> WHAT THE TASK REQUIRES: Every line of the data must be set down exactly as shown.

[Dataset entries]
------

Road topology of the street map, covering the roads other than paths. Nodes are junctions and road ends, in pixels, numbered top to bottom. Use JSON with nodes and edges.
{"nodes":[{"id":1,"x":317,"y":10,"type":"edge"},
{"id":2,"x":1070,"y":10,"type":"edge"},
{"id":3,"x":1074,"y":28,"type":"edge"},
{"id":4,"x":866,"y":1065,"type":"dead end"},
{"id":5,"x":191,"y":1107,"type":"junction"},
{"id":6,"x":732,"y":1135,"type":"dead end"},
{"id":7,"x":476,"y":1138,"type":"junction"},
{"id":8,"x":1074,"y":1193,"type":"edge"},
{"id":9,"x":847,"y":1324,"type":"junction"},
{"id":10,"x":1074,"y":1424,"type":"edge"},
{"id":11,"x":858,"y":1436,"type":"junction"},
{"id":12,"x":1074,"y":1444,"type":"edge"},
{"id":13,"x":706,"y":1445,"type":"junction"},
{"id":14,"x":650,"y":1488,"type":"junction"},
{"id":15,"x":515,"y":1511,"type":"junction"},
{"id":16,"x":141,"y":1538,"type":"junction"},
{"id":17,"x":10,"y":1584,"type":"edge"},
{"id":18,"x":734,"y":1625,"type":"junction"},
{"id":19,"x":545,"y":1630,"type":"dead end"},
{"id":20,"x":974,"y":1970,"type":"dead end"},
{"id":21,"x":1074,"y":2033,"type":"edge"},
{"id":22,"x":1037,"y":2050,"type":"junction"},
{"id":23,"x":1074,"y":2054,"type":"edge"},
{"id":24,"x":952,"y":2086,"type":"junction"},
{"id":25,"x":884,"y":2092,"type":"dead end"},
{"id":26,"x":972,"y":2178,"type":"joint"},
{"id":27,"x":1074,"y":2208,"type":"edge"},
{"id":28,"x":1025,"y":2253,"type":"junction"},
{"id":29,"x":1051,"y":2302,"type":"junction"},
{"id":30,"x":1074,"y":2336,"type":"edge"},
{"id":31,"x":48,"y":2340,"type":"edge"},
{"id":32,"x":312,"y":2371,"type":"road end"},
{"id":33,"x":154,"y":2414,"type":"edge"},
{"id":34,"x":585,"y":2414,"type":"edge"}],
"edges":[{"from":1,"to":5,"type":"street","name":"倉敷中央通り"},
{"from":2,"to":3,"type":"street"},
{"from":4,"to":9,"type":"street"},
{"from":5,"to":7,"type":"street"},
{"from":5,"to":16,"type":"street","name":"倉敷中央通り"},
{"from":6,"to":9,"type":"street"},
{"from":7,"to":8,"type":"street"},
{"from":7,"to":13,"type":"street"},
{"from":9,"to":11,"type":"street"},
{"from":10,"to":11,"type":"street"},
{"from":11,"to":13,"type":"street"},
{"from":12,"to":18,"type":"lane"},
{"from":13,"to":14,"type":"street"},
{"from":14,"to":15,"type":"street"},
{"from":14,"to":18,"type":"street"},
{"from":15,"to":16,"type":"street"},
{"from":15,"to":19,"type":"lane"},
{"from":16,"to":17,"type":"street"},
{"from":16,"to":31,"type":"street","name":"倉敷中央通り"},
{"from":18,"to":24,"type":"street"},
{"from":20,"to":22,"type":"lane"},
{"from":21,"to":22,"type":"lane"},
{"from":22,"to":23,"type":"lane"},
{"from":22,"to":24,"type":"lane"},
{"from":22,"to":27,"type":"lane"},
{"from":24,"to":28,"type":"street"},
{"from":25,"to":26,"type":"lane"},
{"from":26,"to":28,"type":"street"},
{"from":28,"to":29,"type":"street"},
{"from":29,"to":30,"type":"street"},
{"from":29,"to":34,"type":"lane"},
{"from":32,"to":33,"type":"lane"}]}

------

> EXPECTED ANSWER:
Road topology of the street map, covering the roads other than paths. Nodes are junctions and road ends, in pixels, numbered top to bottom. Use JSON with nodes and edges.
{"nodes":[{"id":1,"x":317,"y":10,"type":"edge"},
{"id":2,"x":1070,"y":10,"type":"edge"},
{"id":3,"x":1074,"y":28,"type":"edge"},
{"id":4,"x":866,"y":1065,"type":"dead end"},
{"id":5,"x":191,"y":1107,"type":"junction"},
{"id":6,"x":732,"y":1135,"type":"dead end"},
{"id":7,"x":476,"y":1138,"type":"junction"},
{"id":8,"x":1074,"y":1193,"type":"edge"},
{"id":9,"x":847,"y":1324,"type":"junction"},
{"id":10,"x":1074,"y":1424,"type":"edge"},
{"id":11,"x":858,"y":1436,"type":"junction"},
{"id":12,"x":1074,"y":1444,"type":"edge"},
{"id":13,"x":706,"y":1445,"type":"junction"},
{"id":14,"x":650,"y":1488,"type":"junction"},
{"id":15,"x":515,"y":1511,"type":"junction"},
{"id":16,"x":141,"y":1538,"type":"junction"},
{"id":17,"x":10,"y":1584,"type":"edge"},
{"id":18,"x":734,"y":1625,"type":"junction"},
{"id":19,"x":545,"y":1630,"type":"dead end"},
{"id":20,"x":974,"y":1970,"type":"dead end"},
{"id":21,"x":1074,"y":2033,"type":"edge"},
{"id":22,"x":1037,"y":2050,"type":"junction"},
{"id":23,"x":1074,"y":2054,"type":"edge"},
{"id":24,"x":952,"y":2086,"type":"junction"},
{"id":25,"x":884,"y":2092,"type":"dead end"},
{"id":26,"x":972,"y":2178,"type":"joint"},
{"id":27,"x":1074,"y":2208,"type":"edge"},
{"id":28,"x":1025,"y":2253,"type":"junction"},
{"id":29,"x":1051,"y":2302,"type":"junction"},
{"id":30,"x":1074,"y":2336,"type":"edge"},
{"id":31,"x":48,"y":2340,"type":"edge"},
{"id":32,"x":312,"y":2371,"type":"road end"},
{"id":33,"x":154,"y":2414,"type":"edge"},
{"id":34,"x":585,"y":2414,"type":"edge"}],
"edges":[{"from":1,"to":5,"type":"street","name":"倉敷中央通り"},
{"from":2,"to":3,"type":"street"},
{"from":4,"to":9,"type":"street"},
{"from":5,"to":7,"type":"street"},
{"from":5,"to":16,"type":"street","name":"倉敷中央通り"},
{"from":6,"to":9,"type":"street"},
{"from":7,"to":8,"type":"street"},
{"from":7,"to":13,"type":"street"},
{"from":9,"to":11,"type":"street"},
{"from":10,"to":11,"type":"street"},
{"from":11,"to":13,"type":"street"},
{"from":12,"to":18,"type":"lane"},
{"from":13,"to":14,"type":"street"},
{"from":14,"to":15,"type":"street"},
{"from":14,"to":18,"type":"street"},
{"from":15,"to":16,"type":"street"},
{"from":15,"to":19,"type":"lane"},
{"from":16,"to":17,"type":"street"},
{"from":16,"to":31,"type":"street","name":"倉敷中央通り"},
{"from":18,"to":24,"type":"street"},
{"from":20,"to":22,"type":"lane"},
{"from":21,"to":22,"type":"lane"},
{"from":22,"to":23,"type":"lane"},
{"from":22,"to":24,"type":"lane"},
{"from":22,"to":27,"type":"lane"},
{"from":24,"to":28,"type":"street"},
{"from":25,"to":26,"type":"lane"},
{"from":26,"to":28,"type":"street"},
{"from":28,"to":29,"type":"street"},
{"from":29,"to":30,"type":"street"},
{"from":29,"to":34,"type":"lane"},
{"from":32,"to":33,"type":"lane"}]}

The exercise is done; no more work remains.